As anesthesiologists and acute pain medicine specialists, it is critical to acknowledge the important role of opioids in perioperative pain management, especially in the context of treating visceral pain [66]. While avoiding the potentially harmful effect of opioids is important, opioids may be prescribed safely by anesthesiologists and surgeons in the perioperative period when following appropriate guidelines [67]. Seven principles of acute perioperative pain management have been endorsed by 14 medical organizations in the USA and were recently published [68]. These principles emphasize the routine use of multimodal analgesia with the primary goal of improving the quality of pain management.
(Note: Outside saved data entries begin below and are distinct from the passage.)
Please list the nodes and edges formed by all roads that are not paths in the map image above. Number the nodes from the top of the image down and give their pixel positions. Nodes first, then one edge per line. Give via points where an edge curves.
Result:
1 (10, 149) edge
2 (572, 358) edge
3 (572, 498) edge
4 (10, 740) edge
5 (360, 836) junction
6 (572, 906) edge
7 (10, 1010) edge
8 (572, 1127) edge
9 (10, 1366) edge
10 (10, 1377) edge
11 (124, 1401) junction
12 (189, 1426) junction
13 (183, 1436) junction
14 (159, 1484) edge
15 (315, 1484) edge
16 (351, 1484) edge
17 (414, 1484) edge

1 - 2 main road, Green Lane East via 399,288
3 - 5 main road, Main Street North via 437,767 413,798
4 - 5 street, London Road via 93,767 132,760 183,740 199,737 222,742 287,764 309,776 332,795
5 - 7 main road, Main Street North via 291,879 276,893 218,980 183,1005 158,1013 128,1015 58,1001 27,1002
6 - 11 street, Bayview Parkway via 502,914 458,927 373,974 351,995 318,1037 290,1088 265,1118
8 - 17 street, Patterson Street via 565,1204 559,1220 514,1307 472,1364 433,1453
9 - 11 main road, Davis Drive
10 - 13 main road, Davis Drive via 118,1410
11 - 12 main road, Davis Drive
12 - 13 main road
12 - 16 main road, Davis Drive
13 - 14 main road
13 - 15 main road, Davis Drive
Multimodal analgesic regimens frequently include non-pharmacologic interventions, non-opioid systemic analgesics, and local anesthesia and regional block techniques [68]. Patients’ requirement for opioids reliably decreases with the effective use of multimodal analgesia, but this is a side benefit while the goal is better perioperative pain management.

The deliberate restriction of opioids when they may be indicated, limiting them to the time when patients are in the operating room, may have unintended consequences. In a study of patients who underwent major non-cardiac surgery, patients assigned to an intraoperative opioid-free anesthesia protocol featuring dexmedetomidine experienced more postoperative side effects such as bradycardia, hypoxemia, and prolonged recovery than the opioid-exposed group [23]. Numerous experts, including the authors of the Centers for Disease Control and Prevention Chronic Opioid Prescribing Guideline [69], have expressed concern about the inappropriate restriction of opioids for acute pain [70,71,72]. There is no evidence that opioid-free anesthesia protocols decrease long-term postoperative opioid use.
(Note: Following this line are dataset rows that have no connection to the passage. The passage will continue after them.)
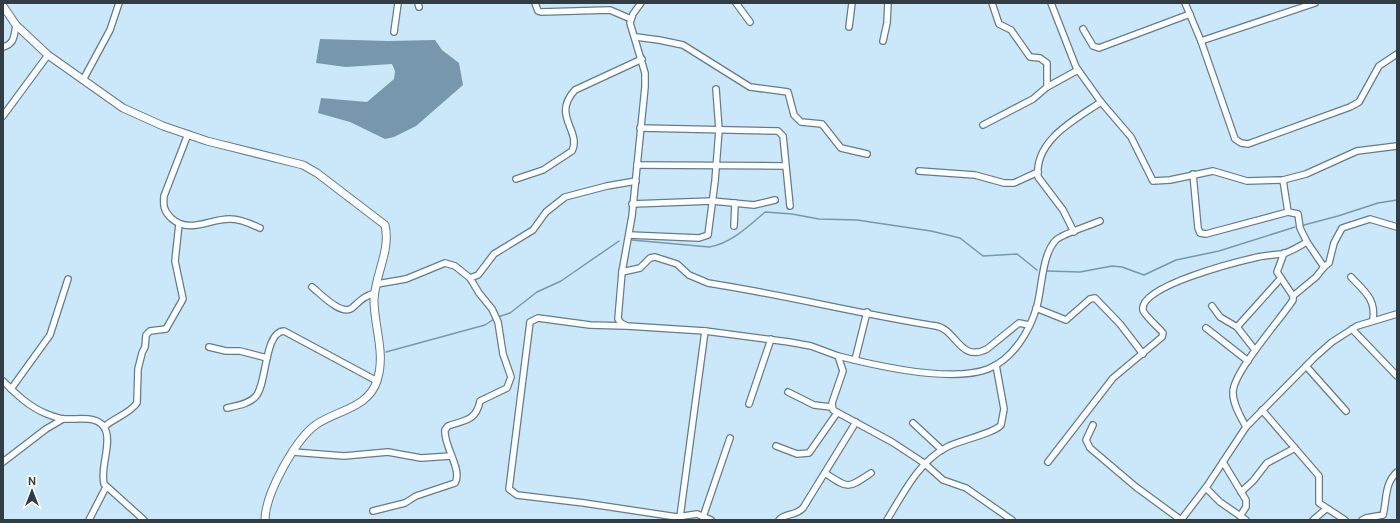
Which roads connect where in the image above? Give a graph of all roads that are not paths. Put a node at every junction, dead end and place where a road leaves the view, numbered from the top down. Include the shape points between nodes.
1 (119, 3) edge
2 (398, 3) edge
3 (535, 3) edge
4 (641, 3) edge
5 (736, 3) edge
6 (852, 3) edge
7 (888, 3) edge
8 (992, 3) edge
9 (1051, 3) edge
10 (1185, 3) edge
11 (1315, 3) edge
12 (3, 6) edge
13 (1190, 14) junction
14 (631, 18) junction
15 (750, 22) dead end
16 (16, 25) junction
17 (849, 27) dead end
18 (1083, 29) dead end
19 (394, 32) dead end
20 (636, 38) junction
21 (883, 41) dead end
22 (1201, 41) junction
23 (3, 47) edge
24 (1397, 54) edge
25 (48, 55) junction
26 (642, 59) junction
27 (1078, 70) junction
28 (83, 80) junction
29 (1047, 87) junction
30 (716, 89) dead end
31 (1102, 102) junction
32 (3, 116) edge
33 (983, 125) dead end
34 (640, 128) junction
35 (718, 130) junction
36 (188, 134) junction
37 (1397, 146) edge
38 (867, 154) dead end
39 (637, 165) junction
40 (715, 166) junction
41 (785, 166) junction
42 (919, 171) dead end
43 (1038, 172) junction
44 (1193, 174) junction
45 (516, 179) dead end
46 (1283, 180) junction
47 (636, 181) junction
48 (775, 200) dead end
49 (712, 201) junction
50 (735, 203) junction
51 (632, 204) junction
52 (790, 206) dead end
53 (1288, 212) junction
54 (1100, 221) dead end
55 (179, 224) junction
56 (734, 226) dead end
57 (1397, 227) edge
58 (260, 228) dead end
59 (1074, 232) junction
60 (629, 235) junction
61 (1307, 242) junction
62 (1284, 253) junction
63 (1324, 267) junction
64 (622, 272) junction
65 (1351, 277) dead end
66 (470, 278) junction
67 (1281, 278) junction
68 (68, 280) dead end
69 (377, 284) junction
70 (312, 288) dead end
71 (375, 293) junction
72 (1293, 296) junction
73 (1212, 306) dead end
74 (1036, 308) junction
75 (867, 312) junction
76 (1397, 314) edge
77 (1373, 320) junction
78 (1029, 325) junction
79 (627, 326) junction
80 (1238, 327) junction
81 (1206, 328) dead end
82 (1352, 329) junction
83 (705, 331) junction
84 (771, 339) junction
85 (208, 347) dead end
86 (1140, 350) junction
87 (1255, 350) junction
88 (838, 356) junction
89 (267, 358) junction
90 (855, 360) junction
91 (1248, 361) junction
92 (996, 365) junction
93 (1306, 366) junction
94 (1397, 376) edge
95 (3, 381) edge
96 (377, 381) junction
97 (11, 389) junction
98 (788, 392) dead end
99 (749, 404) dead end
100 (831, 407) junction
101 (227, 408) dead end
102 (1262, 410) junction
103 (1346, 411) dead end
104 (837, 413) junction
105 (63, 419) junction
106 (856, 422) junction
107 (914, 423) dead end
108 (1093, 425) dead end
109 (104, 427) junction
110 (1246, 427) junction
111 (730, 438) dead end
112 (776, 446) dead end
113 (1295, 448) junction
114 (942, 450) junction
115 (293, 452) junction
116 (451, 456) junction
117 (3, 462) edge
118 (1048, 462) dead end
119 (1223, 462) junction
120 (924, 463) junction
121 (870, 472) dead end
122 (1397, 472) edge
123 (825, 473) junction
124 (106, 487) junction
125 (1206, 488) junction
126 (1241, 492) junction
127 (1326, 509) junction
128 (373, 511) dead end
129 (1240, 516) junction
130 (680, 517) junction
131 (703, 517) junction
132 (89, 520) edge
133 (144, 520) edge
134 (265, 520) edge
135 (711, 520) edge
136 (779, 520) edge
137 (887, 520) edge
138 (1012, 520) edge
139 (1181, 520) edge
140 (1246, 520) edge
141 (1314, 520) edge
142 (1345, 520) edge
143 (1362, 520) edge

1 - 28 street via 110,30
2 - 19 street
3 - 14 street via 541,12 610,10
4 - 14 street
5 - 15 street
6 - 17 street
7 - 21 street
8 - 29 street via 1000,24 1011,30 1030,57 1040,58 1047,63
9 - 27 street
10 - 13 street
11 - 22 street
12 - 16 street
13 - 18 street via 1099,48 1092,46
13 - 22 street
14 - 20 street via 631,28
16 - 23 street via 14,39 11,44
16 - 25 street
20 - 26 street
20 - 38 street via 683,45 750,87 788,92 796,119 806,124 822,124 841,148
22 - 24 street via 1235,139 1248,144 1322,119 1359,102 1379,66
25 - 28 street
25 - 32 street
26 - 34 street via 645,73
26 - 45 street via 575,90 569,96 565,112 574,141 575,147 572,152 543,170
27 - 29 street
27 - 31 street
28 - 36 street via 123,108
29 - 33 street via 1033,99
30 - 35 street
31 - 43 street via 1053,136 1041,158
31 - 44 street via 1132,137 1153,181
34 - 35 street
34 - 39 street
35 - 40 street
35 - 41 street via 778,131 783,136
36 - 55 street via 163,201 166,213
36 - 69 street via 232,149 303,165 382,222 386,230 387,243
37 - 46 street via 1357,151 1306,174
39 - 40 street
39 - 47 street
40 - 41 street
40 - 49 street
41 - 52 street
42 - 43 street via 975,175 1004,183 1014,183
43 - 59 street via 1038,177 1063,210
44 - 46 street via 1213,171 1247,181
44 - 53 street via 1200,233 1206,234
46 - 53 street
47 - 51 street
47 - 66 street via 565,197 546,212 534,230 494,254 478,274
48 - 50 street via 754,205
49 - 50 street
49 - 51 street
49 - 60 street via 710,230 706,237
50 - 56 street
51 - 60 street
53 - 61 street via 1298,214 1300,228
54 - 59 street
55 - 58 street via 200,225 231,219
55 - 109 street via 176,260 182,303 166,329 150,331 146,335 138,369 137,403
57 - 63 street via 1370,219 1342,228 1334,243 1329,263
59 - 74 street via 1054,242 1045,263
60 - 64 street
61 - 62 street
61 - 63 street
62 - 67 street via 1277,269 1277,274
62 - 86 street via 1260,256 1191,276 1149,298 1143,306 1144,312 1163,335
63 - 72 street
64 - 75 street via 640,268 650,258 655,257 677,264 689,275 708,283
64 - 79 street via 618,319
65 - 77 street via 1372,301
66 - 69 street via 455,266 445,263 406,278
66 - 116 street via 496,319 511,377 510,385 504,391 481,399 478,412 473,417 448,426 445,432
67 - 72 street
67 - 80 street
68 - 97 street via 50,335
69 - 71 street
70 - 71 street via 345,310 364,296
71 - 96 street via 380,356
72 - 87 street via 1290,306
73 - 80 street via 1220,317
74 - 78 street
74 - 86 street via 1066,320 1090,299 1095,298
75 - 78 street via 943,328 958,344 978,352 991,346 1016,325
75 - 90 street
76 - 77 street
77 - 82 street
78 - 92 street via 1017,346
79 - 83 street
79 - 130 street via 590,325 538,318 530,322 509,489 517,495
80 - 87 street
81 - 91 street
82 - 93 street via 1332,342
82 - 94 street
83 - 84 street
83 - 130 street
84 - 88 street via 811,346
84 - 99 street
85 - 89 street
86 - 118 street via 1113,378
87 - 91 street
88 - 90 street
88 - 100 street via 844,371
89 - 96 street via 275,335 284,331
89 - 101 street via 256,395 251,400
90 - 92 street via 939,374 977,372
91 - 110 street via 1233,391 1236,407
92 - 114 street via 1004,409 1001,425 993,431 971,437
93 - 102 street
93 - 103 street
95 - 97 street
96 - 115 street via 367,397 308,431
97 - 105 street via 34,408
98 - 100 street via 818,406
100 - 104 street
102 - 110 street
102 - 113 street
104 - 106 street
104 - 112 street via 809,453 797,454
105 - 109 street via 90,419
105 - 117 street
106 - 120 street
106 - 123 street
107 - 114 street
108 - 139 street via 1086,440 1090,448 1136,487
109 - 124 street via 107,435 103,479
110 - 119 street
111 - 131 street
113 - 126 street via 1267,463
113 - 127 street via 1319,476 1318,499
114 - 120 street
115 - 116 street via 344,456 388,452 421,458
115 - 134 street via 271,491
116 - 128 street via 457,476 455,483 416,496 404,503
119 - 125 street
119 - 126 street
120 - 137 street
120 - 138 street via 944,480 962,485
121 - 123 street via 847,486
122 - 143 street via 1386,492 1383,515
123 - 136 street via 800,512 783,516
124 - 132 street
124 - 133 street
125 - 129 street
125 - 139 street
126 - 129 street via 1247,504
127 - 141 street
127 - 142 street
129 - 140 street
130 - 131 street via 693,514
131 - 135 street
An appropriate opioid stewardship plan must extend beyond the immediate intraoperative period [65, 67, 72]. It does not make sense to avoid opioids when patients are under anesthesia, only to then expose them to opioids as soon as they arrive in the postanesthesia care unit and during the rest of their hospital stay, and finally discharging them home with an arbitrary number of opioid tablets. Opioid-sparing multimodal analgesia must be continued after surgery for all patients on an inpatient and outpatient basis [73]. To date, only programs that have incorporated post-discharge opioid stewardship with individualized prescribing and tapering have demonstrated decreases in outpatient opioid use [74, 75].

Future insights

Over the past two decades, opioids have increasingly been prescribed for the treatment of various chronic pain conditions and during the perioperative period. Opioids have multiple side effects, especially in elderly patients. Recent studies have also shown that the use of opioids in patients undergoing surgery is responsible for worse outcomes, an increase in the length of hospital stay, and an increase in healthcare costs [76].

OFA has gained in popularity as a way to enhance early recovery and to spare opioids for the postoperative period. While opioid-sparing strategies are recommended, little data exists on the feasibility of OFA in routine practice. However, promising results were obtained with OFA strategies, as described above. In the era of ERAS protocols, the use of multimodal analgesia with combinations of analgesic drugs and local regional anesthesia techniques is imperative [77, 78]. All this is in the effort to minimize the consumption of opioids and their side effects, moving from a present of opioid sparing to a future of opioid-free anesthesia [79, 80].

Conclusions

Choosing the best anesthesia protocol for a patient undergoing surgery for cancer is not an easy task and the literature provides no definitive answers. However, in cancer patients, a pragmatic approach can be suggested considering the available options and the feasibility in the different settings. When possible, OFA strategies should be considered while ensuring that optimal pain management is achieved. Opioid administration may be needed but should be used in the lowest effective doses as part of multimodal analgesia. Considering the benefits and low risks, comprehensive patient education programs should be considered, as well as other non-pharmacological interventions when applicable. More well-designed studies are needed to reach a definitive conclusion on OFA in cancer surgery.